Israel deported Ebru Ozkan on 15 July, a week after indicting her for ties to the Palestinian group Hamas - charges she denied through her lawyer.
She had been arrested by Israel while on a tourist visa in June.
Ozkan's release came three days before US pastor Andrew Brunson appeared in court in Turkey on 18 July amid US calls for his release.
Brunson, who denies charges of links to a group Ankara says was behind a failed 2016 coup, was not freed at that hearing but was released from jail and placed under house arrest on Wednesday.
The Washington Post reported on Thursday that Trump asked Israeli Prime Minister Benjamin Netanyahu in a 14 July phone call to let Ozkan go in a "trade" Brunson, who has spent 21 months in Turkish detention.
"I can confirm that there was such a request by President Trump," an Israeli official told the Reuters news agency on Friday on condition of anonymity.
Ozkan, 27, a secretary with a private company in Istanbul who is studying foreign trade through an online university, travelled in early June for a four-day visit to Jerusalem with a tour group of more than 30 others.
On 11 June, as she attempted to board her flight home at Ben Gurion Airport in Tel Aviv, Ozkan was arrested and referred to a military court on charges of threatening Israeli security and suspected affiliation with Hamas which Israel designates as a terrorist group.
However, a senior Turkish official speaking to Reuters on condition of anonymity denied the allegation, saying it was "totally unfounded".
Ozkan's lawyer Omar Khamaisi told Middle East Eye on Friday that he also did not believe there had been negotations to free Ozkan in exchange for Brunson.
"I do not think that the Turkish government bargained her case with the case of the American priest," he said. "Her case is marginal compared to an already invicted and charged person who is spending a thirty years of imprisonment."
He added that "the decision to release the Turkish woman was on 10 July while the case of the American priest came after that date."
'She is not even political'
Last month, Ozkan's sister Elif had told Middle East Eye that her sister's detention was "totally arbitrary".
"My sister has no connection to any terror organisations.
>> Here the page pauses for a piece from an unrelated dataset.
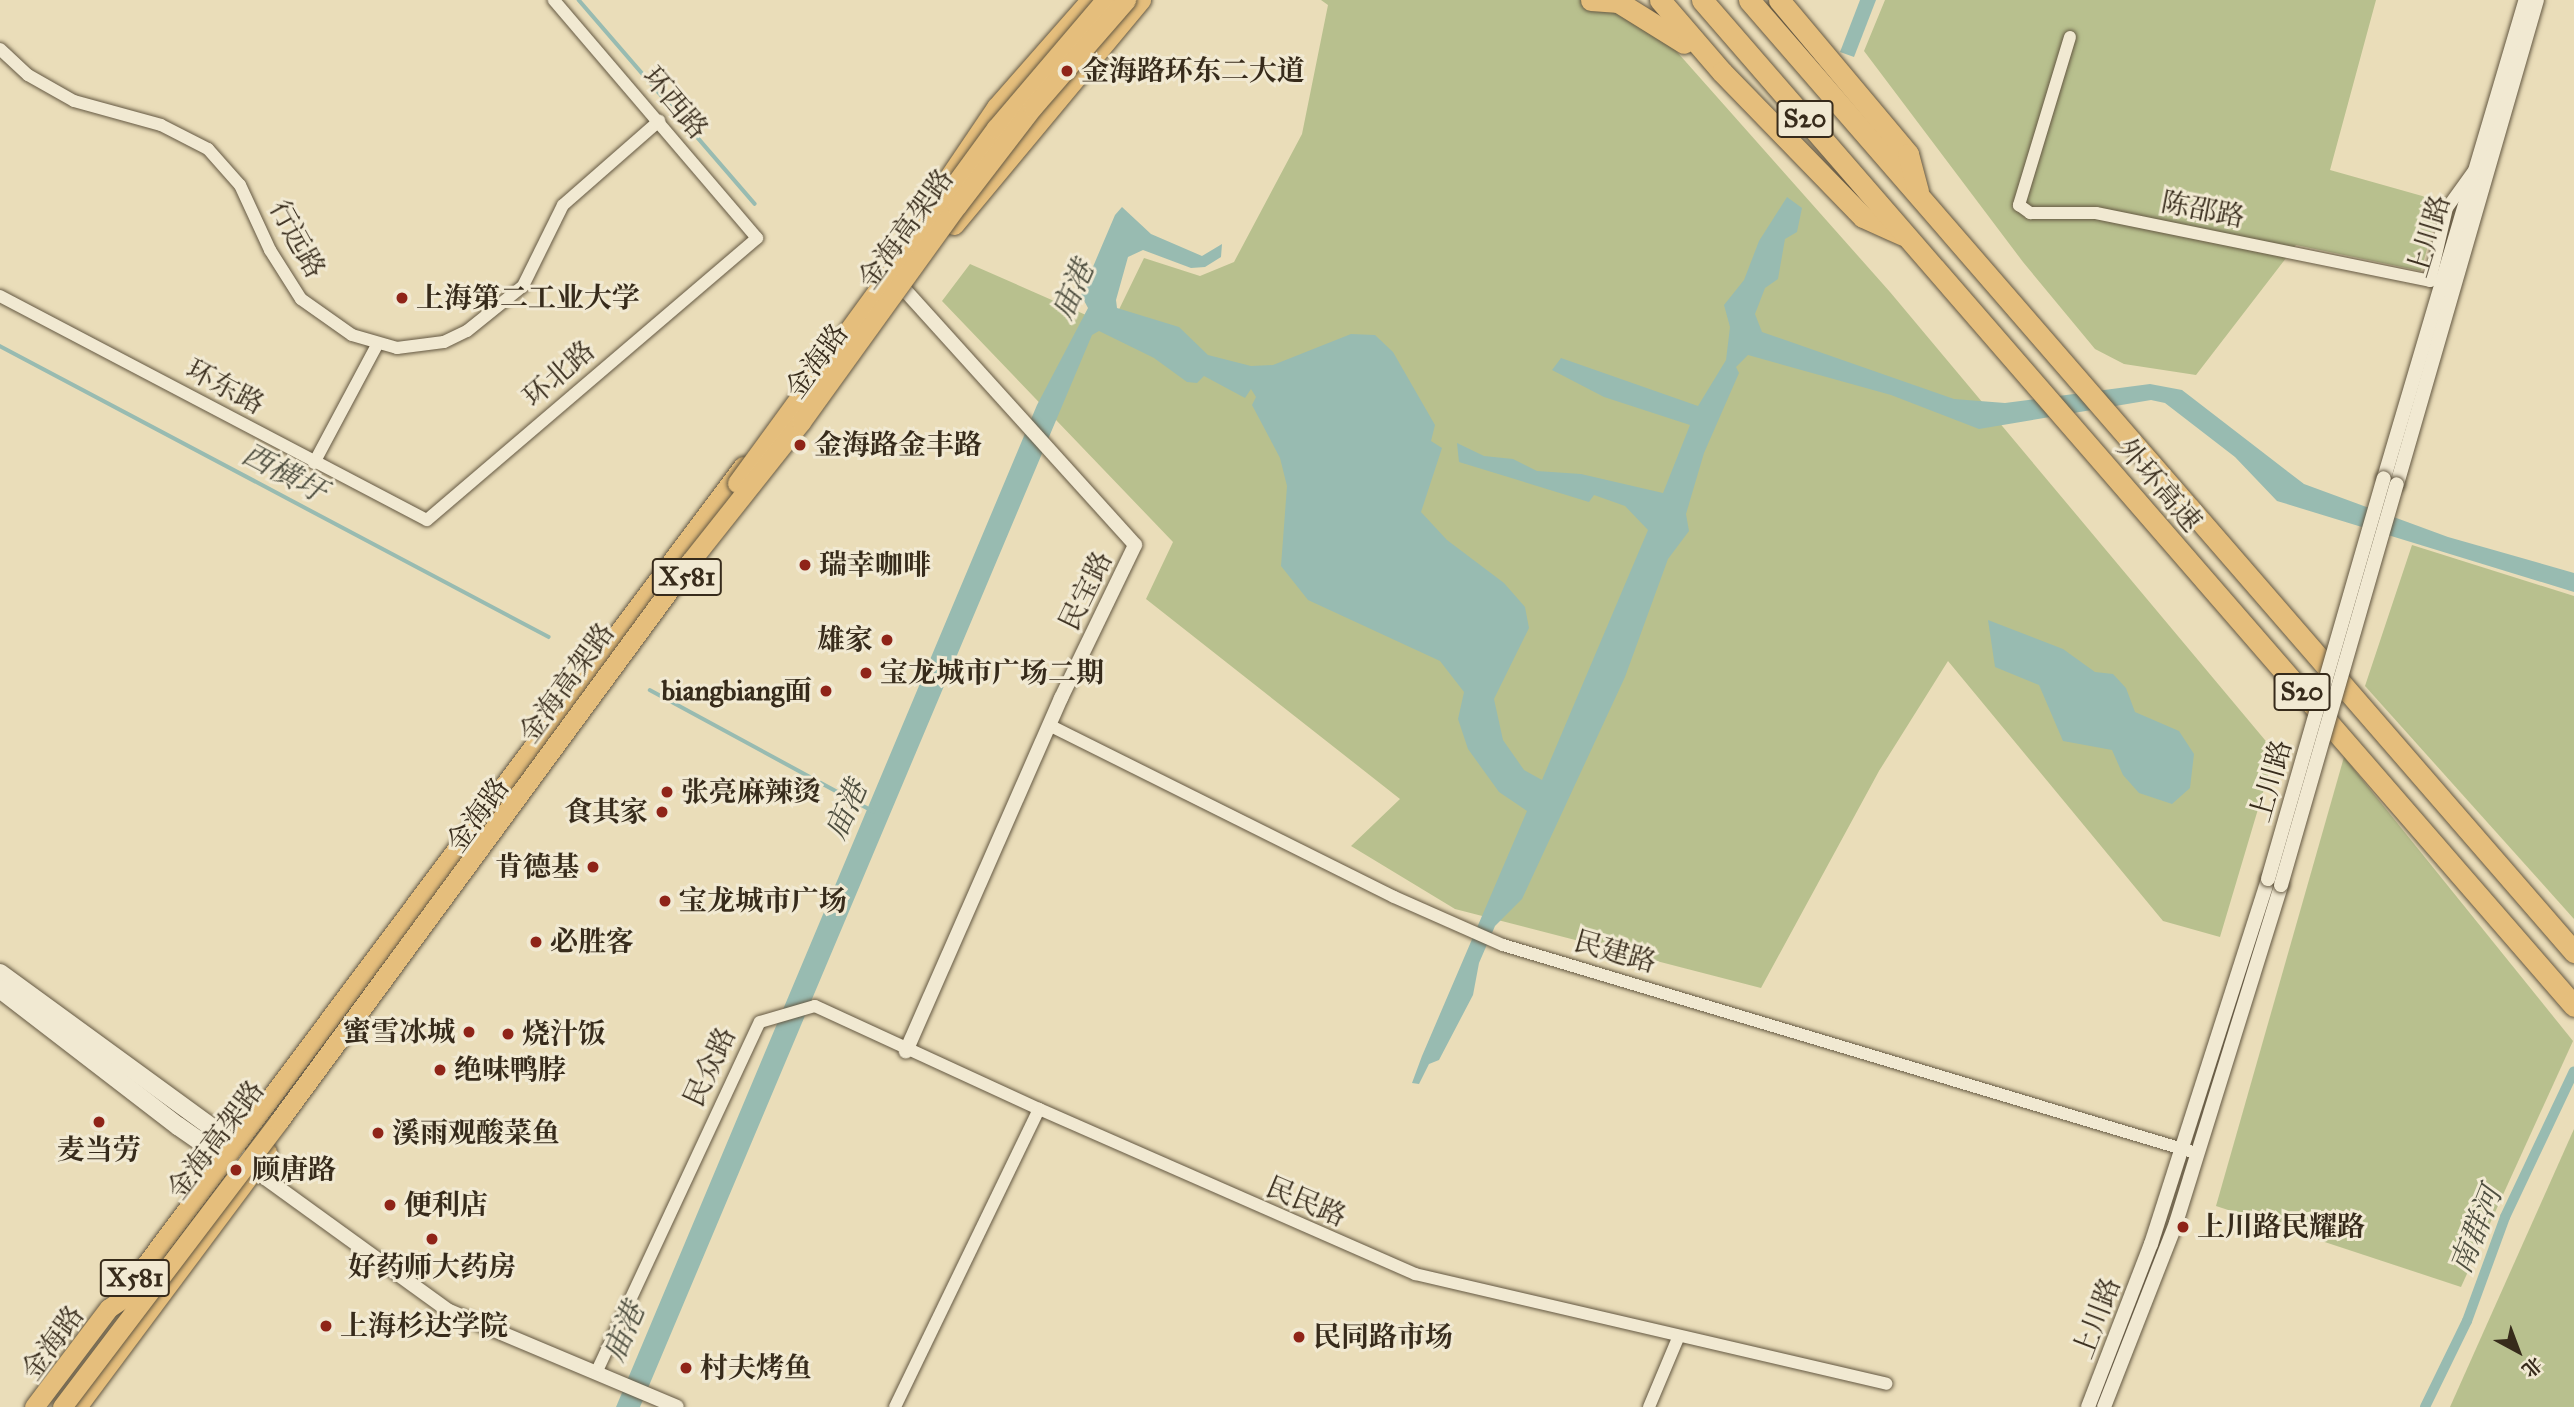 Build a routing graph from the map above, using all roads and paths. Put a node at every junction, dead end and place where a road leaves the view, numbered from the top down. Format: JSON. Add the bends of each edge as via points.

She devoted her life to kindness. The only thing she took there was balloons, chocolates and candies. She is not even political," Elif said.
"They have no evidence. It's been 18 days that we haven't heard her voice. My father has heart problems, my mother is anxious. We're worried."
Turkey's failure to release Brunson prompted the US on Thursday to threaten sanctions against Ankara.
"The United States will impose large sanctions on Turkey for their long time detainment of Pastor Andrew Brunson, a great Christian, family man and wonderful human being," the US president wrote on Twitter.
"He is suffering greatly. This innocent man of faith should be released immediately!"
Turkey responded by rebuking the US, stressing that Brunson's case is in the hands of the country's "independent judiciary".
Brunson, who has lived in Turkey for more than two decades and ran a Protestant church in the city of Izmir, was one of the hundreds of people swept up in arrests by Turkey following the coup attempt.
The pastor, who faces up to 35 years in jail if found guilty, denies the charges of helping the group that Ankara blames the coup, as well as supporting the outlawed Kurdistan Workers' Party (PKK).